Exercise prompt:
Every line of the data below should be printed exactly. Nothing may be dropped.

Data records
════

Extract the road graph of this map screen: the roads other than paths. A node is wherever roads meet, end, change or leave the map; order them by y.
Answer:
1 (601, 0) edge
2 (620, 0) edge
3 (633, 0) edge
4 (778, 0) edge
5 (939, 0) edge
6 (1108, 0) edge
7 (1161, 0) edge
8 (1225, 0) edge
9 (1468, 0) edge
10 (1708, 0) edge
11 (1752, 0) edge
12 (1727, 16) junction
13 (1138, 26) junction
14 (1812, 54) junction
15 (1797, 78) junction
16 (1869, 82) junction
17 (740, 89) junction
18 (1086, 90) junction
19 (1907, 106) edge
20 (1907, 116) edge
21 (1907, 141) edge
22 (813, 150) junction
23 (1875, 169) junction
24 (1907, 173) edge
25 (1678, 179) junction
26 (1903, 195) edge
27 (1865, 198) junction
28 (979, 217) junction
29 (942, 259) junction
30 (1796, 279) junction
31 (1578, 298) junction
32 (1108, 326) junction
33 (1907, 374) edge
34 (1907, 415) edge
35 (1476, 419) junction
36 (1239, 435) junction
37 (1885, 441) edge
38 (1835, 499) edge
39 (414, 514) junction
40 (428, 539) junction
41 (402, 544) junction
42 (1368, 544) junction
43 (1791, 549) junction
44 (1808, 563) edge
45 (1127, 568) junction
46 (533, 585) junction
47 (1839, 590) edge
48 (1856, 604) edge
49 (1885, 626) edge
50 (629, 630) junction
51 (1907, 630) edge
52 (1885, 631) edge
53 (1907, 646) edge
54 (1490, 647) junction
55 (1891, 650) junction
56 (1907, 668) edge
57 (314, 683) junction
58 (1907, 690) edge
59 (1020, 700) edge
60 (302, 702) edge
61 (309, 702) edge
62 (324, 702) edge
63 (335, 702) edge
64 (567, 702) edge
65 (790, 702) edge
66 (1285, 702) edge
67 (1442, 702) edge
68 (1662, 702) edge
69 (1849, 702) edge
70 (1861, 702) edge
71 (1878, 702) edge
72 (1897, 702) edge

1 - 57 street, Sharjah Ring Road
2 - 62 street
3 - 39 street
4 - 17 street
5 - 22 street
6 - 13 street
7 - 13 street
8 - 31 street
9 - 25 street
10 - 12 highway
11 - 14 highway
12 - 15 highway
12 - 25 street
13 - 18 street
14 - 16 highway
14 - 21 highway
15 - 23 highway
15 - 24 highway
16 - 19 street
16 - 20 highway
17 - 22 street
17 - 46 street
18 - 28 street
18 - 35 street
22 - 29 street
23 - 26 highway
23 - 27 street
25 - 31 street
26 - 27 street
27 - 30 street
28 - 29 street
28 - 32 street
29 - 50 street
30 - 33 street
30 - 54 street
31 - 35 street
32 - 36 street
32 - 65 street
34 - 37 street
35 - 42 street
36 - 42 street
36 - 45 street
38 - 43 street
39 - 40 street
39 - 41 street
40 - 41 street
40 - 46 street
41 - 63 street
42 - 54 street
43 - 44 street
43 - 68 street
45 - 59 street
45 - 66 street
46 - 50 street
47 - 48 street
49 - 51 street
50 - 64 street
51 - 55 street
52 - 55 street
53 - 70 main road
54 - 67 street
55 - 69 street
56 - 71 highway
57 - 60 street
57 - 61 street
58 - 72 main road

════

Result:
Extract the road graph of this map screen: the roads other than paths. A node is wherever roads meet, end, change or leave the map; order them by y.
Answer:
1 (601, 0) edge
2 (620, 0) edge
3 (633, 0) edge
4 (778, 0) edge
5 (939, 0) edge
6 (1108, 0) edge
7 (1161, 0) edge
8 (1225, 0) edge
9 (1468, 0) edge
10 (1708, 0) edge
11 (1752, 0) edge
12 (1727, 16) junction
13 (1138, 26) junction
14 (1812, 54) junction
15 (1797, 78) junction
16 (1869, 82) junction
17 (740, 89) junction
18 (1086, 90) junction
19 (1907, 106) edge
20 (1907, 116) edge
21 (1907, 141) edge
22 (813, 150) junction
23 (1875, 169) junction
24 (1907, 173) edge
25 (1678, 179) junction
26 (1903, 195) edge
27 (1865, 198) junction
28 (979, 217) junction
29 (942, 259) junction
30 (1796, 279) junction
31 (1578, 298) junction
32 (1108, 326) junction
33 (1907, 374) edge
34 (1907, 415) edge
35 (1476, 419) junction
36 (1239, 435) junction
37 (1885, 441) edge
38 (1835, 499) edge
39 (414, 514) junction
40 (428, 539) junction
41 (402, 544) junction
42 (1368, 544) junction
43 (1791, 549) junction
44 (1808, 563) edge
45 (1127, 568) junction
46 (533, 585) junction
47 (1839, 590) edge
48 (1856, 604) edge
49 (1885, 626) edge
50 (629, 630) junction
51 (1907, 630) edge
52 (1885, 631) edge
53 (1907, 646) edge
54 (1490, 647) junction
55 (1891, 650) junction
56 (1907, 668) edge
57 (314, 683) junction
58 (1907, 690) edge
59 (1020, 700) edge
60 (302, 702) edge
61 (309, 702) edge
62 (324, 702) edge
63 (335, 702) edge
64 (567, 702) edge
65 (790, 702) edge
66 (1285, 702) edge
67 (1442, 702) edge
68 (1662, 702) edge
69 (1849, 702) edge
70 (1861, 702) edge
71 (1878, 702) edge
72 (1897, 702) edge

1 - 57 street, Sharjah Ring Road
2 - 62 street
3 - 39 street
4 - 17 street
5 - 22 street
6 - 13 street
7 - 13 street
8 - 31 street
9 - 25 street
10 - 12 highway
11 - 14 highway
12 - 15 highway
12 - 25 street
13 - 18 street
14 - 16 highway
14 - 21 highway
15 - 23 highway
15 - 24 highway
16 - 19 street
16 - 20 highway
17 - 22 street
17 - 46 street
18 - 28 street
18 - 35 street
22 - 29 street
23 - 26 highway
23 - 27 street
25 - 31 street
26 - 27 street
27 - 30 street
28 - 29 street
28 - 32 street
29 - 50 street
30 - 33 street
30 - 54 street
31 - 35 street
32 - 36 street
32 - 65 street
34 - 37 street
35 - 42 street
36 - 42 street
36 - 45 street
38 - 43 street
39 - 40 street
39 - 41 street
40 - 41 street
40 - 46 street
41 - 63 street
42 - 54 street
43 - 44 street
43 - 68 street
45 - 59 street
45 - 66 street
46 - 50 street
47 - 48 street
49 - 51 street
50 - 64 street
51 - 55 street
52 - 55 street
53 - 70 main road
54 - 67 street
55 - 69 street
56 - 71 highway
57 - 60 street
57 - 61 street
58 - 72 main road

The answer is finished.